### Task details
An exact transcription of all the data is required.

Records from a collection

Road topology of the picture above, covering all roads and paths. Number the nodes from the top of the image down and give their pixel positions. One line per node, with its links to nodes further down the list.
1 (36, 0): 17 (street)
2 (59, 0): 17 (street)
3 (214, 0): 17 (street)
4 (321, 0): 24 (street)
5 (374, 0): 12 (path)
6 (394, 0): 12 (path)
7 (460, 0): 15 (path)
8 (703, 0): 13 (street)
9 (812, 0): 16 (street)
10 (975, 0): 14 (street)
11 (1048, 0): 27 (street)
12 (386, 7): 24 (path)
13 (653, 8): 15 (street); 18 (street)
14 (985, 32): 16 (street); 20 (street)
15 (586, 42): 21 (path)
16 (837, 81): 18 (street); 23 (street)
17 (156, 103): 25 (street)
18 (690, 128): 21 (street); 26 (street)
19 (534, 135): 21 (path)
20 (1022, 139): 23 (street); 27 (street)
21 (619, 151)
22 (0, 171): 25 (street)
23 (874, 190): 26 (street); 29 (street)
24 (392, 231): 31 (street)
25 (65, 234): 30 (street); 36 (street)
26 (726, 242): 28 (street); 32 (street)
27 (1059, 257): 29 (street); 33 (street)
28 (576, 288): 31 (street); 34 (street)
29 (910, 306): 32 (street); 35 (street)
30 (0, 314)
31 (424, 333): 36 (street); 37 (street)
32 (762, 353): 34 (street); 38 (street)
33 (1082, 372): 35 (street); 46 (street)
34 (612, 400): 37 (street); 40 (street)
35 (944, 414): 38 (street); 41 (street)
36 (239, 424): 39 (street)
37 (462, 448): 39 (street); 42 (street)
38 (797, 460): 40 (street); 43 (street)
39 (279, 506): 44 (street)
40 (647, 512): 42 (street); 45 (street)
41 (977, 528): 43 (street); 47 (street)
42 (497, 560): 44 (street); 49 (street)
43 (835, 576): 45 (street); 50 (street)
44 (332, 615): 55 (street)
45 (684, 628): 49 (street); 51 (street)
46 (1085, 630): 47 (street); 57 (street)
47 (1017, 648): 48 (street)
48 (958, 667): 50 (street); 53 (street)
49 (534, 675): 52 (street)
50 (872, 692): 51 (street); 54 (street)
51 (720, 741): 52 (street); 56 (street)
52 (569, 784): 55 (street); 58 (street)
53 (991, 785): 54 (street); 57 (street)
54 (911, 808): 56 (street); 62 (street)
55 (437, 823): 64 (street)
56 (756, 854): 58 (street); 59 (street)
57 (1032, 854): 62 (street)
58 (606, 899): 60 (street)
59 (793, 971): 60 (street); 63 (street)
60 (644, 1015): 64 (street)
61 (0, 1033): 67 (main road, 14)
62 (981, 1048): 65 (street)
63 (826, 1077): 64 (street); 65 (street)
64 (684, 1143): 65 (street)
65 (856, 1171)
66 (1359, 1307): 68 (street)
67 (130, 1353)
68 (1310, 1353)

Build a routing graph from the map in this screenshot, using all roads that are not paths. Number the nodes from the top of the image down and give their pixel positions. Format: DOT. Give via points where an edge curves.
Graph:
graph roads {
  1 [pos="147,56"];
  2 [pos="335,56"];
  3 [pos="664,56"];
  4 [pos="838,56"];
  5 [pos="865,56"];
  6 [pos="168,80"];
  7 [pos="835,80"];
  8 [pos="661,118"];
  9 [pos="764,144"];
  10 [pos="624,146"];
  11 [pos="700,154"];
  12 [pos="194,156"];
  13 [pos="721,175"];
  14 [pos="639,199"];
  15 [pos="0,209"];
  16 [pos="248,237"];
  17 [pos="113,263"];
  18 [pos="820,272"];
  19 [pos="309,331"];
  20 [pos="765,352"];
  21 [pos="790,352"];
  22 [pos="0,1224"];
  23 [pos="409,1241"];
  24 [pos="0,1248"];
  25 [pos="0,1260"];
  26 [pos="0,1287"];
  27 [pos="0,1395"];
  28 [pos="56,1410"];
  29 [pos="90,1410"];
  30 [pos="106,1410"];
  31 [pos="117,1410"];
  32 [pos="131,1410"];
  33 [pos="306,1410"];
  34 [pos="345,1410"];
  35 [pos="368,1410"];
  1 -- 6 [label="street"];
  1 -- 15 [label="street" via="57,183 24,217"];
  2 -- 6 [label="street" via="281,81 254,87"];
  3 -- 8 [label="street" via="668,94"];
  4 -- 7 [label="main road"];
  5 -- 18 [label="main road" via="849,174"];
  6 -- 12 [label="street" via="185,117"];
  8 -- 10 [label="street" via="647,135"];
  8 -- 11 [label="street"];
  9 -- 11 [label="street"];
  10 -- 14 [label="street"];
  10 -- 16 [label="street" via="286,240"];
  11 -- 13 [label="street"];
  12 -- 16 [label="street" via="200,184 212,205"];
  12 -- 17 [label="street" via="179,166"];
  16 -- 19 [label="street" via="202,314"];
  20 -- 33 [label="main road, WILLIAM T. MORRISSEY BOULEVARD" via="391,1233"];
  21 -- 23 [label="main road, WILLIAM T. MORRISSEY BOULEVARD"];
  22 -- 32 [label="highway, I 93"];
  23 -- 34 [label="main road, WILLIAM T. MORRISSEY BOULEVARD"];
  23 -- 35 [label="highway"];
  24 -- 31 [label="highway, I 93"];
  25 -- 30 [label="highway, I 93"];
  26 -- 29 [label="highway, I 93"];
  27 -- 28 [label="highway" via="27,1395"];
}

### Your solution
Road topology of the picture above, covering all roads and paths. Number the nodes from the top of the image down and give their pixel positions. One line per node, with its links to nodes further down the list.
1 (36, 0): 17 (street)
2 (59, 0): 17 (street)
3 (214, 0): 17 (street)
4 (321, 0): 24 (street)
5 (374, 0): 12 (path)
6 (394, 0): 12 (path)
7 (460, 0): 15 (path)
8 (703, 0): 13 (street)
9 (812, 0): 16 (street)
10 (975, 0): 14 (street)
11 (1048, 0): 27 (street)
12 (386, 7): 24 (path)
13 (653, 8): 15 (street); 18 (street)
14 (985, 32): 16 (street); 20 (street)
15 (586, 42): 21 (path)
16 (837, 81): 18 (street); 23 (street)
17 (156, 103): 25 (street)
18 (690, 128): 21 (street); 26 (street)
19 (534, 135): 21 (path)
20 (1022, 139): 23 (street); 27 (street)
21 (619, 151)
22 (0, 171): 25 (street)
23 (874, 190): 26 (street); 29 (street)
24 (392, 231): 31 (street)
25 (65, 234): 30 (street); 36 (street)
26 (726, 242): 28 (street); 32 (street)
27 (1059, 257): 29 (street); 33 (street)
28 (576, 288): 31 (street); 34 (street)
29 (910, 306): 32 (street); 35 (street)
30 (0, 314)
31 (424, 333): 36 (street); 37 (street)
32 (762, 353): 34 (street); 38 (street)
33 (1082, 372): 35 (street); 46 (street)
34 (612, 400): 37 (street); 40 (street)
35 (944, 414): 38 (street); 41 (street)
36 (239, 424): 39 (street)
37 (462, 448): 39 (street); 42 (street)
38 (797, 460): 40 (street); 43 (street)
39 (279, 506): 44 (street)
40 (647, 512): 42 (street); 45 (street)
41 (977, 528): 43 (street); 47 (street)
42 (497, 560): 44 (street); 49 (street)
43 (835, 576): 45 (street); 50 (street)
44 (332, 615): 55 (street)
45 (684, 628): 49 (street); 51 (street)
46 (1085, 630): 47 (street); 57 (street)
47 (1017, 648): 48 (street)
48 (958, 667): 50 (street); 53 (street)
49 (534, 675): 52 (street)
50 (872, 692): 51 (street); 54 (street)
51 (720, 741): 52 (street); 56 (street)
52 (569, 784): 55 (street); 58 (street)
53 (991, 785): 54 (street); 57 (street)
54 (911, 808): 56 (street); 62 (street)
55 (437, 823): 64 (street)
56 (756, 854): 58 (street); 59 (street)
57 (1032, 854): 62 (street)
58 (606, 899): 60 (street)
59 (793, 971): 60 (street); 63 (street)
60 (644, 1015): 64 (street)
61 (0, 1033): 67 (main road, 14)
62 (981, 1048): 65 (street)
63 (826, 1077): 64 (street); 65 (street)
64 (684, 1143): 65 (street)
65 (856, 1171)
66 (1359, 1307): 68 (street)
67 (130, 1353)
68 (1310, 1353)

Build a routing graph from the map in this screenshot, using all roads that are not paths. Number the nodes from the top of the image down and give their pixel positions. Format: DOT. Give via points where an edge curves.
Graph:
graph roads {
  1 [pos="147,56"];
  2 [pos="335,56"];
  3 [pos="664,56"];
  4 [pos="838,56"];
  5 [pos="865,56"];
  6 [pos="168,80"];
  7 [pos="835,80"];
  8 [pos="661,118"];
  9 [pos="764,144"];
  10 [pos="624,146"];
  11 [pos="700,154"];
  12 [pos="194,156"];
  13 [pos="721,175"];
  14 [pos="639,199"];
  15 [pos="0,209"];
  16 [pos="248,237"];
  17 [pos="113,263"];
  18 [pos="820,272"];
  19 [pos="309,331"];
  20 [pos="765,352"];
  21 [pos="790,352"];
  22 [pos="0,1224"];
  23 [pos="409,1241"];
  24 [pos="0,1248"];
  25 [pos="0,1260"];
  26 [pos="0,1287"];
  27 [pos="0,1395"];
  28 [pos="56,1410"];
  29 [pos="90,1410"];
  30 [pos="106,1410"];
  31 [pos="117,1410"];
  32 [pos="131,1410"];
  33 [pos="306,1410"];
  34 [pos="345,1410"];
  35 [pos="368,1410"];
  1 -- 6 [label="street"];
  1 -- 15 [label="street" via="57,183 24,217"];
  2 -- 6 [label="street" via="281,81 254,87"];
  3 -- 8 [label="street" via="668,94"];
  4 -- 7 [label="main road"];
  5 -- 18 [label="main road" via="849,174"];
  6 -- 12 [label="street" via="185,117"];
  8 -- 10 [label="street" via="647,135"];
  8 -- 11 [label="street"];
  9 -- 11 [label="street"];
  10 -- 14 [label="street"];
  10 -- 16 [label="street" via="286,240"];
  11 -- 13 [label="street"];
  12 -- 16 [label="street" via="200,184 212,205"];
  12 -- 17 [label="street" via="179,166"];
  16 -- 19 [label="street" via="202,314"];
  20 -- 33 [label="main road, WILLIAM T. MORRISSEY BOULEVARD" via="391,1233"];
  21 -- 23 [label="main road, WILLIAM T. MORRISSEY BOULEVARD"];
  22 -- 32 [label="highway, I 93"];
  23 -- 34 [label="main road, WILLIAM T. MORRISSEY BOULEVARD"];
  23 -- 35 [label="highway"];
  24 -- 31 [label="highway, I 93"];
  25 -- 30 [label="highway, I 93"];
  26 -- 29 [label="highway, I 93"];
  27 -- 28 [label="highway" via="27,1395"];
}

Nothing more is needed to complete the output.